Looking at the text we might think that the word “might” would install a bit of doubt about the outcome. For those grammar nazis out there, the word become (γίνομαι in Greek) is in the subjunctive mood. The “so that” with the subjunctive doesn’t leave any room for debate. The better sense of it is:
God made Christ to be sin for this purpose: That we become the righteousness of God in Him.
There is no uncertainty in the accomplishment. Jesus did it, we become. Not receiving, not imitating, not growing, but becoming.
It is all in what is called the Great Exchange. Jesus takes our sin. We get the righteousness of God. Our sin, guilt and death are His. We get His righteousness, standing before the Father and His life. You can’t accomplish any of this. It is something that God has already done in Jesus.

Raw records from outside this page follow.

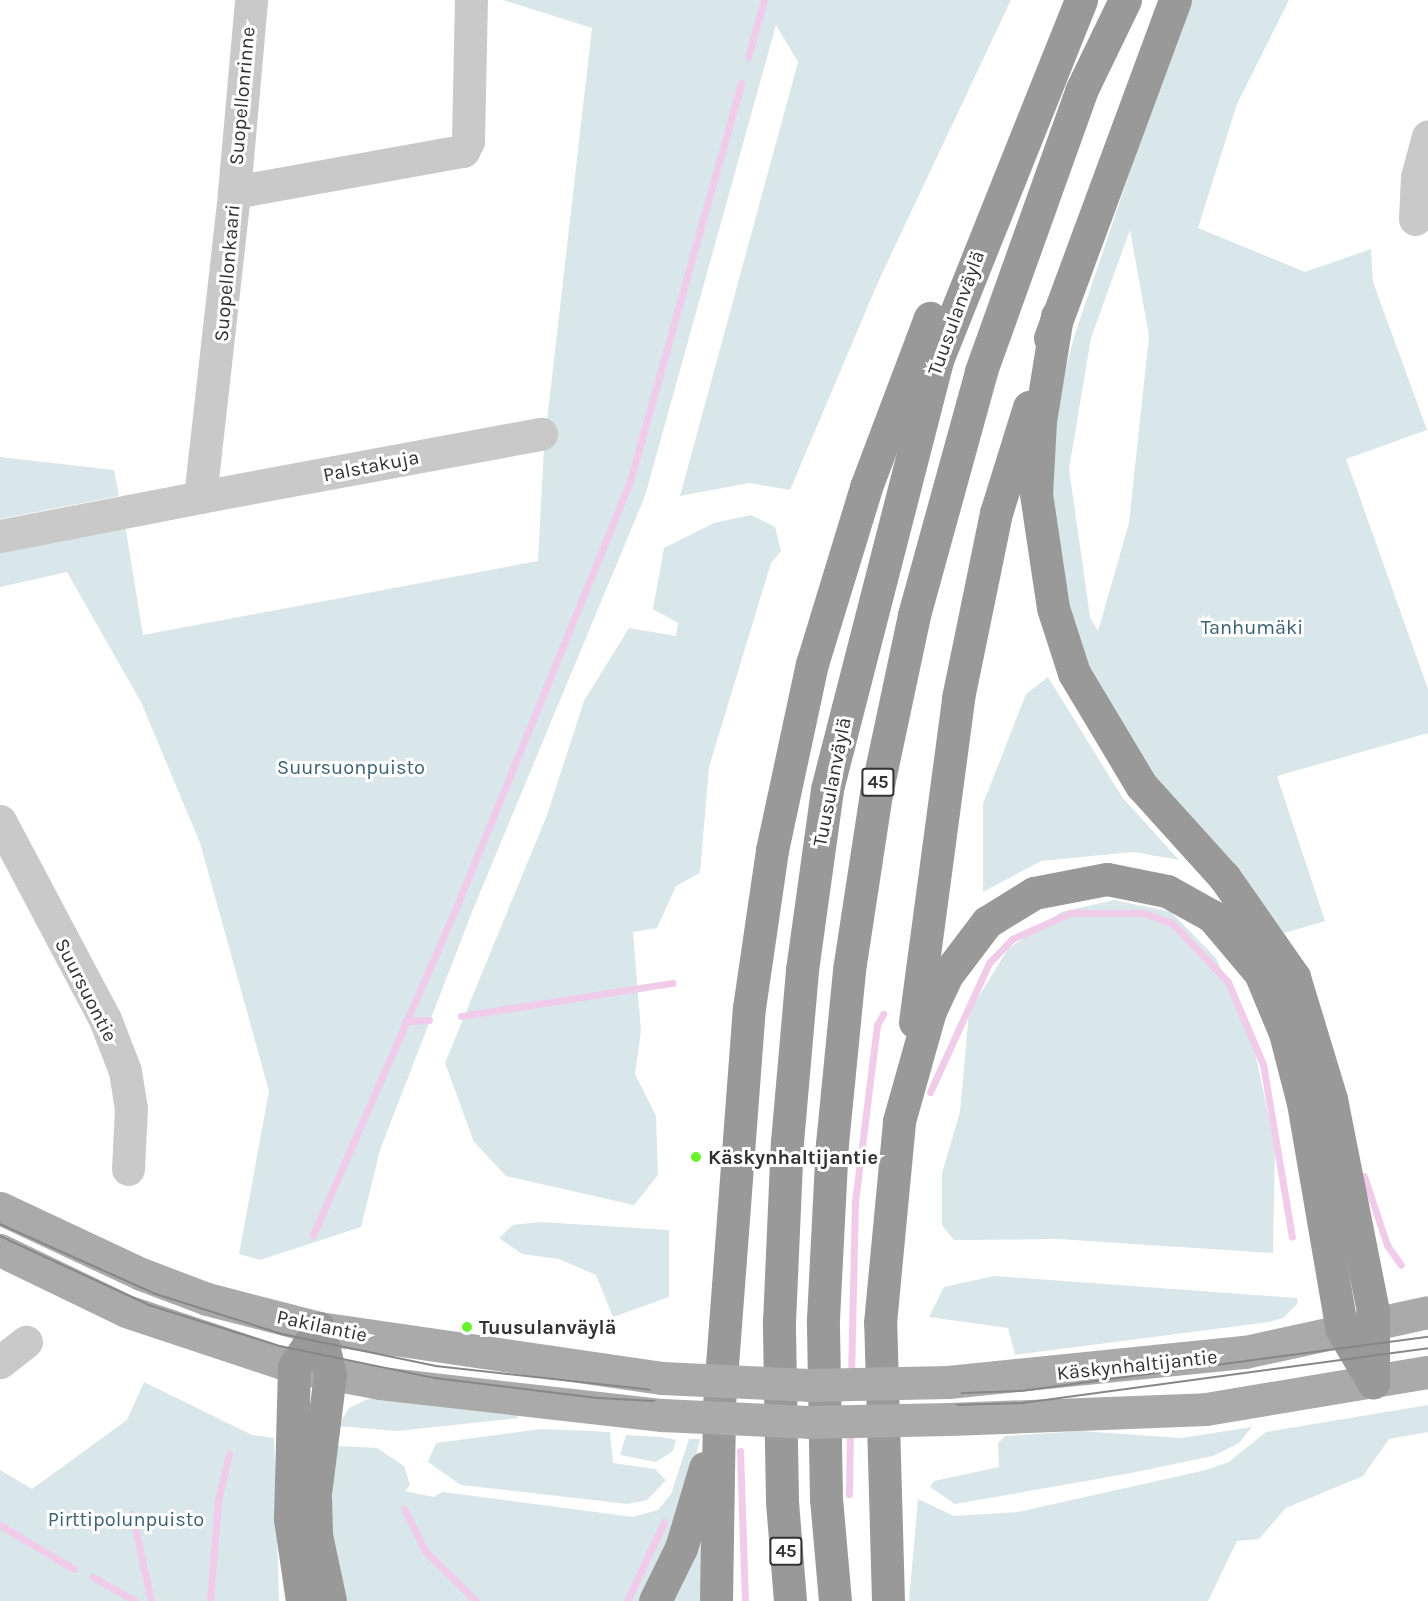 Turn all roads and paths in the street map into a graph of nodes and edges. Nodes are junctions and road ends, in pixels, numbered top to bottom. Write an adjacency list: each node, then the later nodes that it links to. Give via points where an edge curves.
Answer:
1 (251, 0): 8 (street, Suopellonrinne)
2 (471, 0): 8 (street, Suopellonkaari, via 468,141 463,151)
3 (1081, 0): 6 (highway, Tuusulanväylä / 45)
4 (1125, 0): 36 (highway, 45, via 1081,91 981,371 915,615 876,794 849,970 831,1168 824,1319 826,1499)
5 (1175, 0): 10 (highway)
6 (1047, 76): 30 (highway, via 968,223 866,487 812,664 772,850 749,1008); 35 (highway, Tuusulanväylä / 45, via 937,360 827,789 802,970 786,1164 779,1322 782,1501)
7 (1428, 136): 9 (street, via 1417,177)
8 (234, 192): 12 (street, Suopellonkaari)
9 (1415, 219)
10 (1057, 316): 15 (highway, via 996,513 958,698 926,907); 20 (highway, via 1040,421 1036,494 1053,608 1074,673 1141,785 1226,878 1294,977 1331,1099)
11 (541, 434): 12 (street, Palstakuja)
12 (200, 497): 13 (street)
13 (0, 536)
14 (0, 821): 16 (street, Suursuontie, via 105,1019 125,1071 131,1108)
15 (910, 1074): 22 (highway, via 946,976 987,922 1015,903 1056,885 1107,879 1137,882 1190,901 1235,939 1260,973 1285,1033 1304,1103); 37 (highway, via 892,1171 880,1323)
16 (128, 1169)
17 (0, 1208): 21 (main road, Pakilantie, via 152,1278)
18 (0, 1250): 25 (main road, via 126,1311)
19 (1428, 1312): 20 (main road, Käskynhaltijantie)
20 (1375, 1322): 22 (main road, Käskynhaltijantie); 29 (highway)
21 (319, 1328): 25 (highway); 27 (highway); 28 (main road, Pakilantie)
22 (1342, 1330): 28 (main road, Käskynhaltijantie, bridge, via 1176,1361 948,1382 808,1385); 29 (highway)
23 (26, 1342): 24 (street)
24 (0, 1362)
25 (294, 1366): 27 (main road); 31 (highway, via 291,1519)
26 (1428, 1372): 29 (main road, Käskynhaltijantie)
27 (330, 1374): 29 (main road, Käskynhaltijantie, bridge, via 662,1415 808,1422 1186,1411); 32 (highway, via 315,1496 319,1566)
28 (662, 1378)
29 (1372, 1382)
30 (719, 1405): 33 (highway, via 698,1500); 34 (highway)
31 (302, 1601)
32 (330, 1601)
33 (655, 1601)
34 (716, 1601)
35 (790, 1601)
36 (835, 1601)
37 (888, 1601) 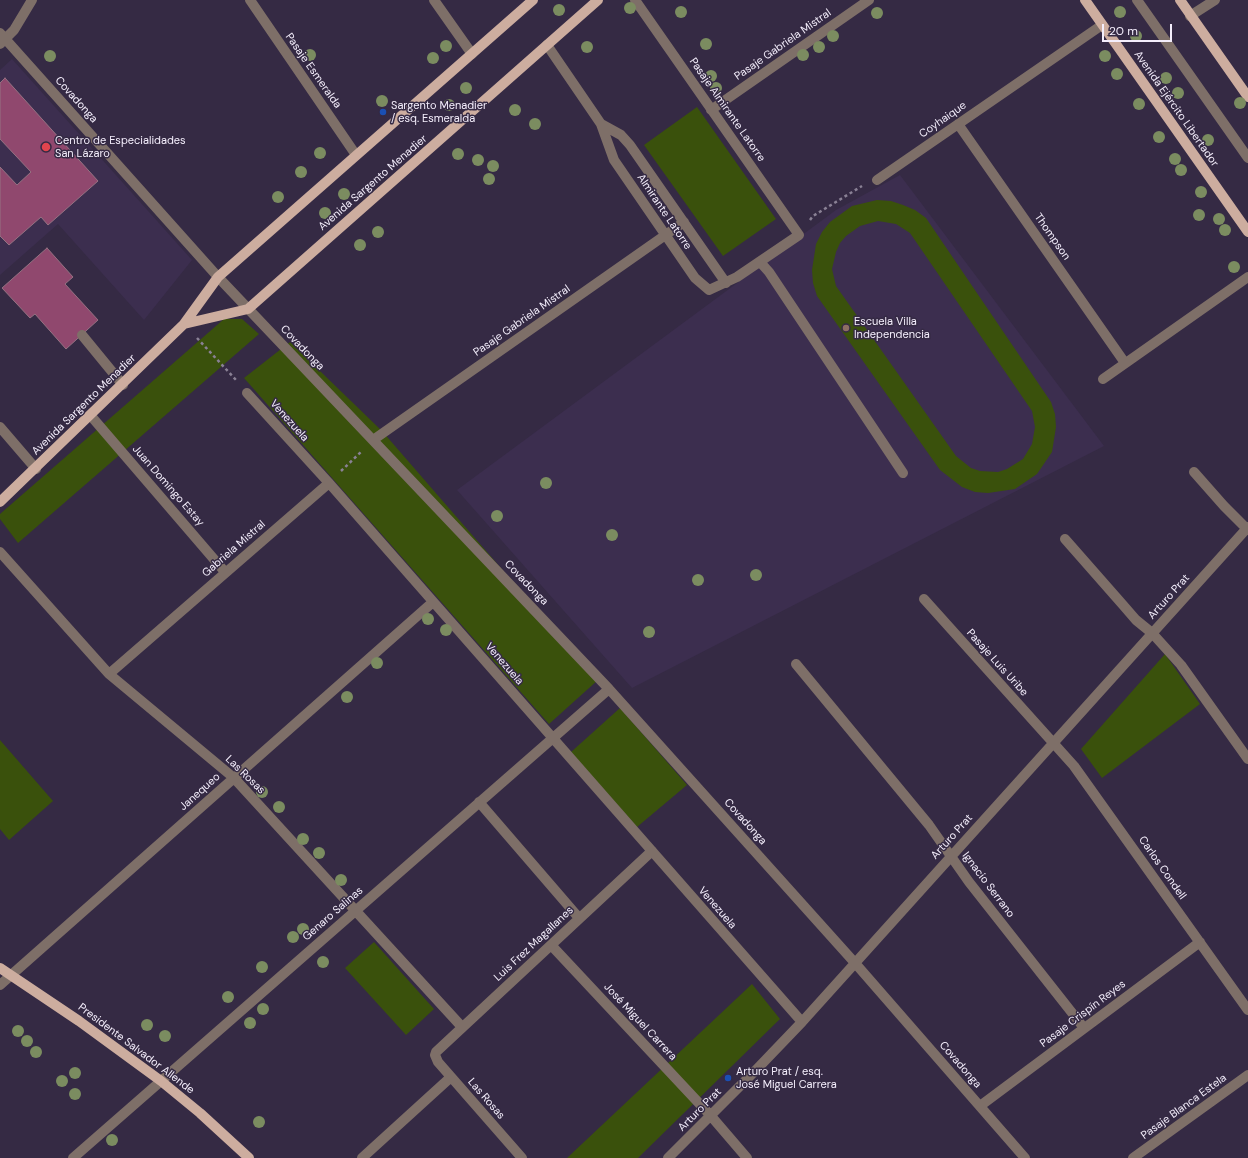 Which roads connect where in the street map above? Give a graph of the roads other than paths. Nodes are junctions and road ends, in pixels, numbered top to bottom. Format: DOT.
graph roads {
  1 [pos="32,0"];
  2 [pos="250,0"];
  3 [pos="434,0"];
  4 [pos="533,0"];
  5 [pos="598,0"];
  6 [pos="635,0"];
  7 [pos="869,0"];
  8 [pos="1085,0"];
  9 [pos="1137,0"];
  10 [pos="1180,0"];
  11 [pos="1215,0"];
  12 [pos="1190,16"];
  13 [pos="1102,25"];
  14 [pos="2,39"];
  15 [pos="547,45"];
  16 [pos="472,54"];
  17 [pos="1248,97"];
  18 [pos="711,110"];
  19 [pos="601,124"];
  20 [pos="958,124"];
  21 [pos="356,155"];
  22 [pos="1248,158"];
  23 [pos="877,180"];
  24 [pos="684,222"];
  25 [pos="1248,232"];
  26 [pos="666,235"];
  27 [pos="799,235"];
  28 [pos="760,262"];
  29 [pos="218,277"];
  30 [pos="1248,277"];
  31 [pos="726,283"];
  32 [pos="248,309"];
  33 [pos="184,324"];
  34 [pos="82,335"];
  35 [pos="1125,363"];
  36 [pos="1103,378"];
  37 [pos="123,385"];
  38 [pos="247,393"];
  39 [pos="91,416"];
  40 [pos="0,428"];
  41 [pos="373,440"];
  42 [pos="36,469"];
  43 [pos="1194,472"];
  44 [pos="902,473"];
  45 [pos="329,483"];
  46 [pos="0,502"];
  47 [pos="1248,529"];
  48 [pos="1065,538"];
  49 [pos="0,552"];
  50 [pos="226,572"];
  51 [pos="924,599"];
  52 [pos="433,602"];
  53 [pos="1152,633"];
  54 [pos="796,664"];
  55 [pos="109,674"];
  56 [pos="609,689"];
  57 [pos="553,738"];
  58 [pos="1053,743"];
  59 [pos="1248,759"];
  60 [pos="234,778"];
  61 [pos="479,802"];
  62 [pos="652,851"];
  63 [pos="951,856"];
  64 [pos="356,911"];
  65 [pos="580,918"];
  66 [pos="1200,942"];
  67 [pos="551,945"];
  68 [pos="855,963"];
  69 [pos="0,968"];
  70 [pos="11,976"];
  71 [pos="0,985"];
  72 [pos="1248,1010"];
  73 [pos="802,1022"];
  74 [pos="462,1027"];
  75 [pos="1084,1028"];
  76 [pos="435,1056"];
  77 [pos="1248,1075"];
  78 [pos="451,1077"];
  79 [pos="161,1081"];
  80 [pos="980,1106"];
  81 [pos="711,1116"];
  82 [pos="73,1158"];
  83 [pos="249,1158"];
  84 [pos="362,1158"];
  85 [pos="522,1158"];
  86 [pos="668,1158"];
  87 [pos="747,1158"];
  88 [pos="1025,1158"];
  89 [pos="1133,1158"];
  1 -- 14 [label="street"];
  2 -- 21 [label="street, Pasaje Esmeralda"];
  3 -- 16 [label="street"];
  4 -- 16 [label="main road, Avenida Sargento Menadier"];
  5 -- 15 [label="main road, Avenida Sargento Menadier"];
  6 -- 18 [label="street, Pasaje Almirante Latorre"];
  7 -- 18 [label="street, Pasaje Gabriela Mistral"];
  8 -- 13 [label="main road, Avenida Ejército Libertador"];
  9 -- 22 [label="street"];
  10 -- 12 [label="main road"];
  11 -- 12 [label="street"];
  12 -- 17 [label="main road"];
  13 -- 20 [label="street, Coyhaique"];
  13 -- 25 [label="main road, Avenida Ejército Libertador"];
  14 -- 29 [label="street, Covadonga"];
  15 -- 19 [label="street, Almirante Latorre"];
  15 -- 32 [label="main road, Avenida Sargento Menadier"];
  16 -- 21 [label="main road, Avenida Sargento Menadier"];
  18 -- 27 [label="street, Pasaje Almirante Latorre"];
  19 -- 24 [label="street, Almirante Latorre"];
  19 -- 26 [label="street, Almirante Latorre"];
  20 -- 23 [label="street, Coyhaique"];
  20 -- 35 [label="street, Thompson"];
  21 -- 29 [label="main road, Avenida Sargento Menadier"];
  24 -- 26 [label="street, Pasaje Gabriela Mistral"];
  24 -- 31 [label="street, Almirante Latorre"];
  26 -- 31 [label="street, Almirante Latorre"];
  26 -- 41 [label="street, Pasaje Gabriela Mistral"];
  27 -- 28 [label="street, Almirante Latorre"];
  28 -- 31 [label="street, Almirante Latorre"];
  28 -- 44 [label="street"];
  29 -- 32 [label="street, Covadonga"];
  29 -- 33 [label="main road, Avenida Sargento Menadier"];
  30 -- 35 [label="street"];
  32 -- 33 [label="main road, Avenida Sargento Menadier"];
  32 -- 41 [label="street, Covadonga"];
  33 -- 37 [label="main road, Avenida Sargento Menadier"];
  34 -- 37 [label="street"];
  35 -- 36 [label="street"];
  37 -- 39 [label="main road, Avenida Sargento Menadier"];
  38 -- 45 [label="street, Venezuela"];
  39 -- 42 [label="main road, Avenida Sargento Menadier"];
  39 -- 50 [label="street, Juan Domingo Estay"];
  40 -- 42 [label="street"];
  41 -- 56 [label="street, Covadonga"];
  42 -- 46 [label="main road, Avenida Sargento Menadier"];
  43 -- 47 [label="street"];
  45 -- 50 [label="street, Gabriela Mistral"];
  45 -- 52 [label="street, Venezuela"];
  47 -- 53 [label="street, Arturo Prat"];
  48 -- 53 [label="street"];
  49 -- 55 [label="street, Las Rosas"];
  50 -- 55 [label="street, Gabriela Mistral"];
  51 -- 58 [label="street, Pasaje Luis Uribe"];
  52 -- 57 [label="street, Venezuela"];
  52 -- 60 [label="street, Janequeo"];
  53 -- 58 [label="street, Arturo Prat"];
  53 -- 59 [label="street"];
  54 -- 63 [label="street, Ignacio Serrano"];
  55 -- 60 [label="street, Las Rosas"];
  56 -- 57 [label="street, Genaro Salinas"];
  56 -- 68 [label="street, Covadonga"];
  57 -- 61 [label="street, Genaro Salinas"];
  57 -- 62 [label="street, Venezuela"];
  58 -- 63 [label="street, Arturo Prat"];
  58 -- 66 [label="street, Carlos Condell"];
  60 -- 64 [label="street, Las Rosas"];
  60 -- 70 [label="street, Janequeo"];
  61 -- 64 [label="street, Genaro Salinas"];
  61 -- 65 [label="street"];
  62 -- 65 [label="street, Luis Frez Magallanes"];
  62 -- 73 [label="street, Venezuela"];
  63 -- 68 [label="street, Arturo Prat"];
  63 -- 75 [label="street, Ignacio Serrano"];
  64 -- 74 [label="street, Las Rosas"];
  64 -- 79 [label="street, Genaro Salinas"];
  65 -- 67 [label="street, Luis Frez Magallanes"];
  66 -- 72 [label="street, Carlos Condell"];
  66 -- 75 [label="street, Pasaje Crispín Reyes"];
  67 -- 74 [label="street, Luis Frez Magallanes"];
  67 -- 81 [label="street, José Miguel Carrera"];
  68 -- 73 [label="street, Arturo Prat"];
  68 -- 80 [label="street, Covadonga"];
  69 -- 70 [label="main road, Presidente Salvador Allende"];
  70 -- 71 [label="street, Janequeo"];
  70 -- 79 [label="main road, Presidente Salvador Allende"];
  73 -- 81 [label="street, Arturo Prat"];
  74 -- 76 [label="street, Luis Frez Magallanes"];
  75 -- 80 [label="street, Pasaje Crispín Reyes"];
  76 -- 78 [label="street, Las Rosas"];
  77 -- 89 [label="street, Pasaje Blanca Estela"];
  78 -- 84 [label="street"];
  78 -- 85 [label="street, Las Rosas"];
  79 -- 82 [label="street, Genaro Salinas"];
  79 -- 83 [label="main road, Presidente Salvador Allende"];
  80 -- 88 [label="street, Covadonga"];
  81 -- 86 [label="street, Arturo Prat"];
  81 -- 87 [label="street"];
}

The ashes on your head isn’t proof of repentance. It is a confession. I am dust. I am a sinner. I am bound for hell. It is telling the truth. But now, after the ashes, Christ feeds you. His word of forgiveness enters your ears, his body and blood and the forgiveness that goes with them enters your mouth. The one who became your sin, now gives you his body and blood. It is reconciliation proclaimed and delivered to you, for you.
So, tonight as you leave our church, you are marked twice. Once with ashes: you will die. Then marked by Christ: you are reconciled, you will live. The ashes don’t have the last word. Amen.
The peace of God that passes all understanding, keep your hearts and minds in Christ Jesus. Amen.